A história costuma ser feita pelos despossuídos, esses que não contam até o dia em que decidem contar

Voluntários organizam doações de bancos de alimentos de várias províncias em um armazém de Barcelona, em 2018.
Voluntários organizam doações de bancos de alimentos de várias províncias em um armazém de Barcelona, em 2018.Ramon Costa (Getty Images)
Enric González

O Conselho Nacional de Pesquisas Científicas e Técnicas da Argentina (Conicet) realiza um experimento interessante. Um cientista político e duas nutricionistas estão há 100 dias se alimentando com um orçamento mensal de 4.886 pesos. Essa quantia, equivalente a cerca de 315 reais, é a que, segundo o Instituto Nacional de Estatísticas e Censos (Indec), permite que uma pessoa viva, digamos, numa pobreza digna, sem cair na indigência.
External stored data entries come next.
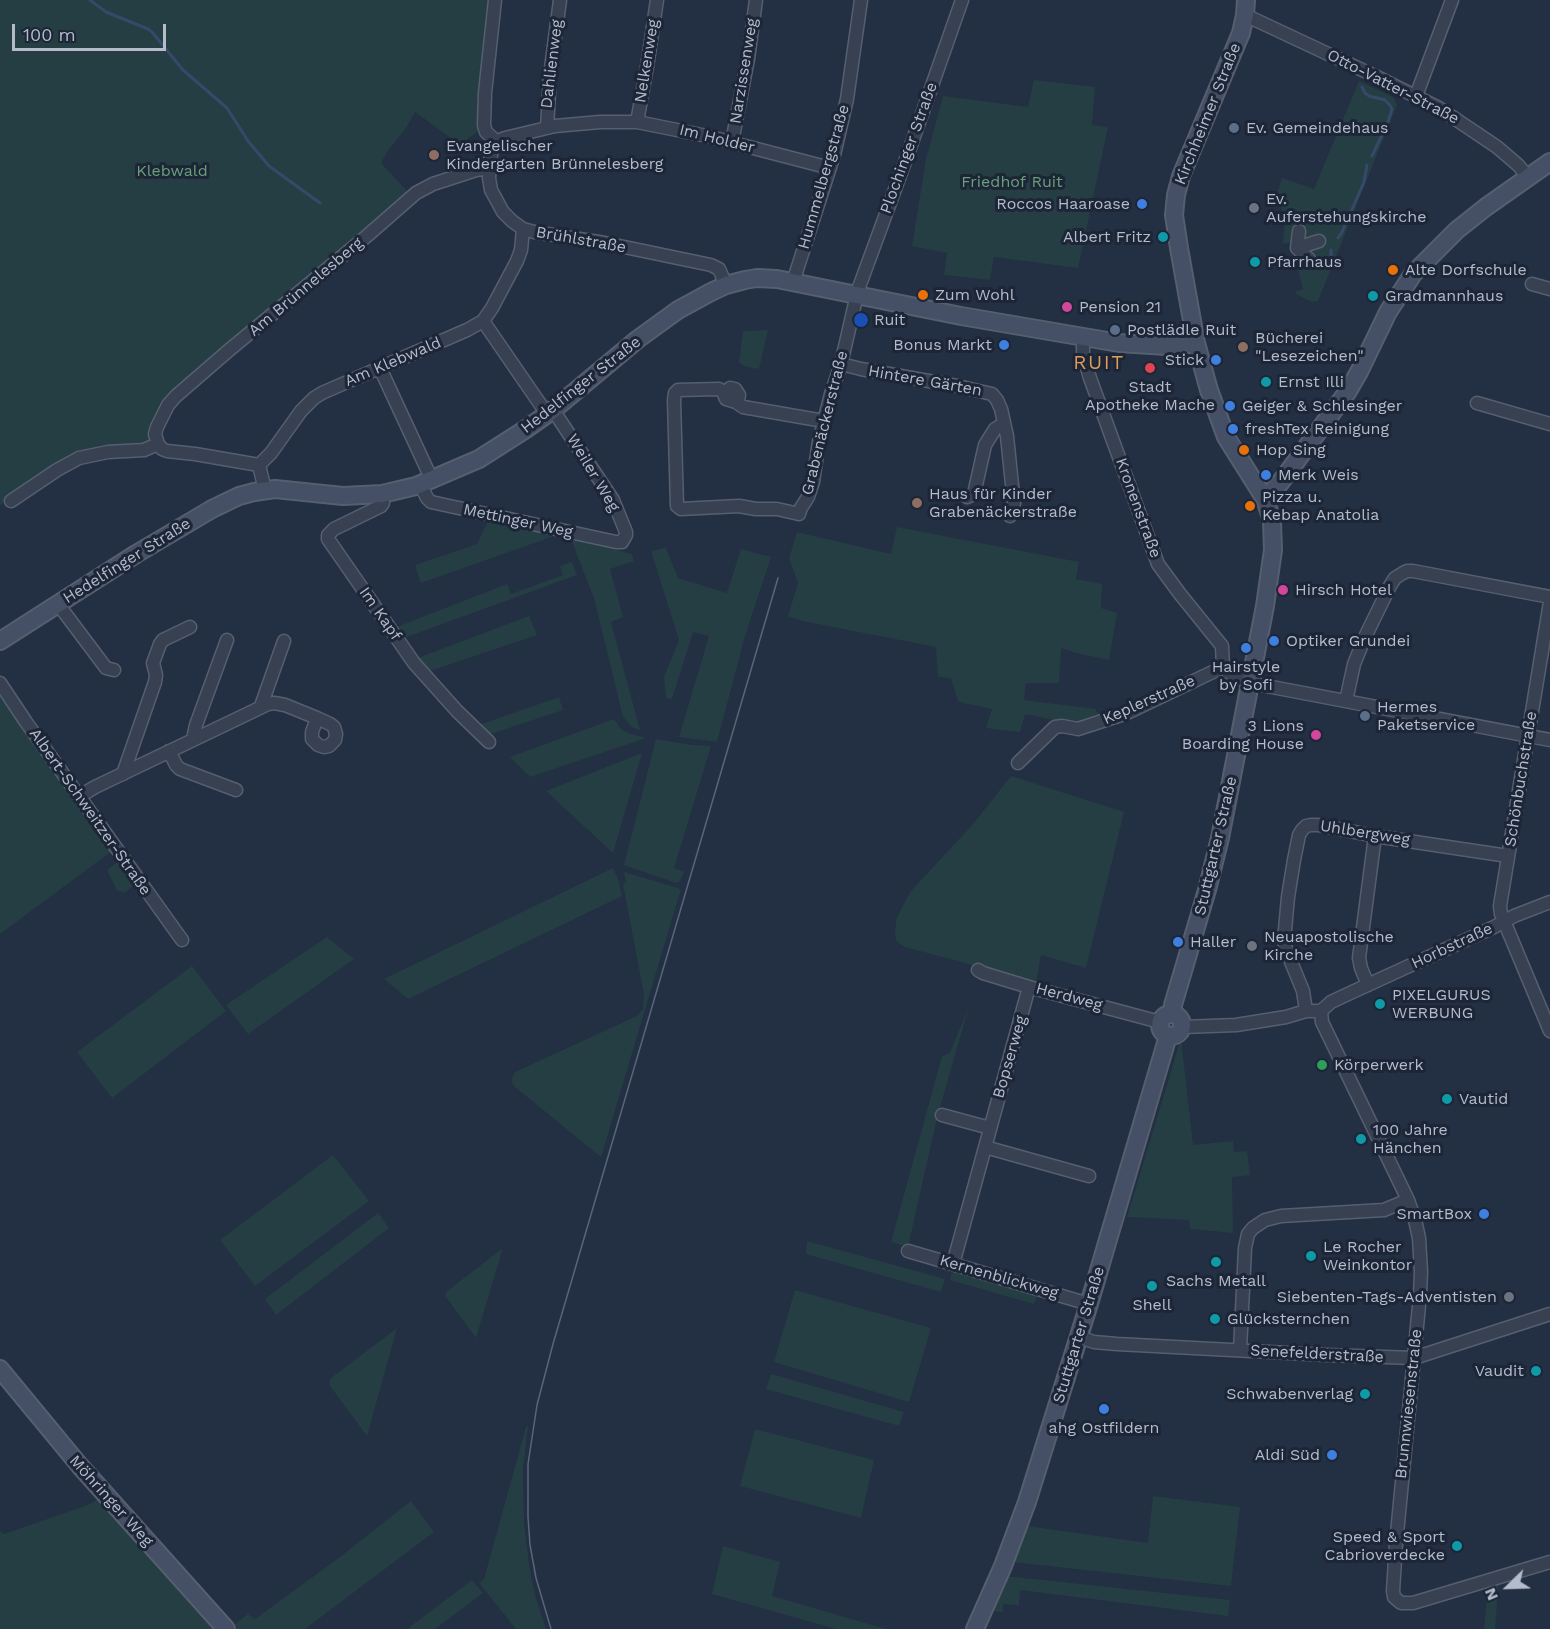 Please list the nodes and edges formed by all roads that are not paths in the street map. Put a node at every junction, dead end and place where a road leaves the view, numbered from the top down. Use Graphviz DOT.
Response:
graph roads {
  1 [pos="495,0"];
  2 [pos="560,0"];
  3 [pos="657,0"];
  4 [pos="756,0"];
  5 [pos="861,0"];
  6 [pos="962,0"];
  7 [pos="1452,0"];
  8 [pos="1246,8"];
  9 [pos="1416,96"];
  10 [pos="637,122"];
  11 [pos="547,128"];
  12 [pos="497,142"];
  13 [pos="732,142"];
  14 [pos="1550,162"];
  15 [pos="490,168"];
  16 [pos="830,168"];
  17 [pos="1528,177"];
  18 [pos="523,229"];
  19 [pos="1299,231"];
  20 [pos="1319,241"];
  21 [pos="1295,251"];
  22 [pos="1309,259"];
  23 [pos="793,282"];
  24 [pos="1532,284"];
  25 [pos="726,285"];
  26 [pos="1550,289"];
  27 [pos="856,295"];
  28 [pos="483,321"];
  29 [pos="1083,337"];
  30 [pos="1196,343"];
  31 [pos="841,364"];
  32 [pos="381,368"];
  33 [pos="1478,404"];
  34 [pos="550,412"];
  35 [pos="824,421"];
  36 [pos="1004,424"];
  37 [pos="1550,424"];
  38 [pos="158,444"];
  39 [pos="259,465"];
  40 [pos="426,482"];
  41 [pos="265,490"];
  42 [pos="382,494"];
  43 [pos="967,497"];
  44 [pos="1264,499"];
  45 [pos="11,501"];
  46 [pos="1011,516"];
  47 [pos="625,539"];
  48 [pos="1550,597"];
  49 [pos="1550,602"];
  50 [pos="58,604"];
  51 [pos="190,627"];
  52 [pos="227,640"];
  53 [pos="0,641"];
  54 [pos="284,641"];
  55 [pos="1223,667"];
  56 [pos="114,670"];
  57 [pos="1250,682"];
  58 [pos="0,683"];
  59 [pos="1346,701"];
  60 [pos="261,706"];
  61 [pos="317,718"];
  62 [pos="1527,736"];
  63 [pos="193,739"];
  64 [pos="1550,740"];
  65 [pos="489,742"];
  66 [pos="169,752"];
  67 [pos="1018,763"];
  68 [pos="123,774"];
  69 [pos="236,790"];
  70 [pos="80,796"];
  71 [pos="1375,836"];
  72 [pos="1508,856"];
  73 [pos="1550,902"];
  74 [pos="1504,921"];
  75 [pos="182,940"];
  76 [pos="978,970"];
  77 [pos="1368,985"];
  78 [pos="1029,987"];
  79 [pos="1306,1011"];
  80 [pos="1321,1011"];
  81 [pos="1171,1025"];
  82 [pos="1550,1031"];
  83 [pos="942,1115"];
  84 [pos="990,1128"];
  85 [pos="985,1147"];
  86 [pos="1089,1176"];
  87 [pos="1408,1200"];
  88 [pos="908,1251"];
  89 [pos="953,1264"];
  90 [pos="1089,1304"];
  91 [pos="1550,1314"];
  92 [pos="1079,1337"];
  93 [pos="1240,1350"];
  94 [pos="1414,1358"];
  95 [pos="0,1369"];
  96 [pos="1550,1562"];
  97 [pos="226,1629"];
  98 [pos="975,1629"];
  1 -- 12 [label="street"];
  2 -- 11 [label="street, Dahlienweg"];
  3 -- 10 [label="street, Nelkenweg"];
  4 -- 13 [label="street, Narzissenweg"];
  5 -- 16 [label="street, Hummelbergstraße"];
  6 -- 27 [label="street, Plochinger Straße"];
  7 -- 9 [label="street"];
  8 -- 9 [label="street, Otto-Vatter-Straße"];
  8 -- 30 [label="main road, Kirchheimer Straße"];
  9 -- 17 [label="street, Otto-Vatter-Straße"];
  10 -- 11 [label="street, Im Holder"];
  10 -- 13 [label="street, Im Holder"];
  11 -- 12 [label="street, Im Holder"];
  12 -- 15 [label="street, Brühlstraße"];
  13 -- 16 [label="street, Im Holder"];
  14 -- 17 [label="main road"];
  15 -- 18 [label="street, Brühlstraße"];
  15 -- 38 [label="street, Am Brünnelesberg"];
  16 -- 23 [label="street, Hummelbergstraße"];
  17 -- 44 [label="main road"];
  18 -- 25 [label="street, Brühlstraße"];
  18 -- 28 [label="street"];
  19 -- 21 [label="street"];
  20 -- 21 [label="street"];
  21 -- 22 [label="street"];
  23 -- 25 [label="main road, Hedelfinger Straße"];
  23 -- 27 [label="main road, Hedelfinger Straße"];
  24 -- 26 [label="street"];
  25 -- 34 [label="main road, Hedelfinger Straße"];
  27 -- 29 [label="main road, Hedelfinger Straße"];
  27 -- 31 [label="street, Grabenäckerstraße"];
  28 -- 32 [label="street, Am Klebwald"];
  28 -- 34 [label="street, Weiler Weg"];
  29 -- 30 [label="main road, Hedelfinger Straße"];
  29 -- 55 [label="street, Kronenstraße"];
  30 -- 44 [label="main road, Kirchheimer Straße"];
  31 -- 35 [label="street, Grabenäckerstraße"];
  31 -- 36 [label="street, Hintere Gärten"];
  32 -- 39 [label="street, Am Klebwald"];
  32 -- 40 [label="street, Mettinger Weg"];
  33 -- 37 [label="street"];
  34 -- 40 [label="main road, Hedelfinger Straße"];
  34 -- 47 [label="street, Weiler Weg"];
  35 -- 35 [label="street, Grabenäckerstraße"];
  36 -- 43 [label="street"];
  36 -- 46 [label="street, Hintere Gärten"];
  38 -- 39 [label="street"];
  38 -- 45 [label="street"];
  39 -- 41 [label="street"];
  40 -- 42 [label="main road, Hedelfinger Straße"];
  40 -- 47 [label="street, Mettinger Weg"];
  41 -- 42 [label="main road, Hedelfinger Straße"];
  41 -- 50 [label="main road, Hedelfinger Straße"];
  42 -- 65 [label="street, Im Kapf"];
  44 -- 57 [label="main road, Stuttgarter Straße"];
  48 -- 59 [label="street"];
  49 -- 62 [label="street, Schönbuchstraße"];
  50 -- 53 [label="main road, Hedelfinger Straße"];
  50 -- 56 [label="street"];
  51 -- 68 [label="street"];
  52 -- 63 [label="street"];
  54 -- 60 [label="street"];
  55 -- 57 [label="street"];
  55 -- 67 [label="street, Keplerstraße"];
  57 -- 59 [label="street"];
  57 -- 81 [label="main road, Stuttgarter Straße"];
  58 -- 70 [label="street, Albert-Schweitzer-Straße"];
  59 -- 62 [label="street"];
  60 -- 61 [label="street"];
  60 -- 63 [label="street"];
  62 -- 64 [label="street"];
  62 -- 72 [label="street, Schönbuchstraße"];
  63 -- 66 [label="street"];
  66 -- 68 [label="street"];
  66 -- 69 [label="street"];
  68 -- 70 [label="street"];
  70 -- 75 [label="street, Albert-Schweitzer-Straße"];
  71 -- 72 [label="street, Uhlbergweg"];
  71 -- 77 [label="street"];
  71 -- 79 [label="street, Uhlbergweg"];
  72 -- 74 [label="street, Schönbuchstraße"];
  73 -- 74 [label="street, Horbstraße"];
  74 -- 77 [label="street, Horbstraße"];
  74 -- 82 [label="street, Schönbuchstraße"];
  76 -- 78 [label="street, Herdweg"];
  77 -- 80 [label="street, Horbstraße"];
  78 -- 81 [label="street, Herdweg"];
  78 -- 84 [label="street, Bopserweg"];
  79 -- 80 [label="street"];
  79 -- 81 [label="street"];
  80 -- 87 [label="street, Brunnwiesenstraße"];
  81 -- 90 [label="main road, Stuttgarter Straße"];
  83 -- 84 [label="street"];
  84 -- 85 [label="street, Bopserweg"];
  85 -- 86 [label="street"];
  85 -- 89 [label="street, Bopserweg"];
  87 -- 93 [label="street"];
  87 -- 94 [label="street, Brunnwiesenstraße"];
  88 -- 89 [label="street, Kernenblickweg"];
  89 -- 90 [label="street, Kernenblickweg"];
  90 -- 92 [label="main road, Stuttgarter Straße"];
  91 -- 94 [label="street, Senefelderstraße"];
  92 -- 93 [label="street, Senefelderstraße"];
  92 -- 98 [label="main road, Stuttgarter Straße"];
  93 -- 94 [label="street, Senefelderstraße"];
  94 -- 96 [label="street, Brunnwiesenstraße"];
  95 -- 97 [label="main road, Möhringer Weg"];
}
O experimento durará um semestre, mas precisará de substitutos. As duas nutricionistas o deixaram por recomendação médica: perderam muito peso e correm risco de anemia e osteoporose. O cientista político continua na pesquisa, mas perdeu seis quilos e seus níveis de triglicérides dispararam. Para os que sempre veem algo bom em coisas ruins, uma ressalva: esse emagrecimento é o passo prévio para a perda de massa muscular e a obtenção de novas gorduras, o que leva a um estado de desnutrição com obesidade.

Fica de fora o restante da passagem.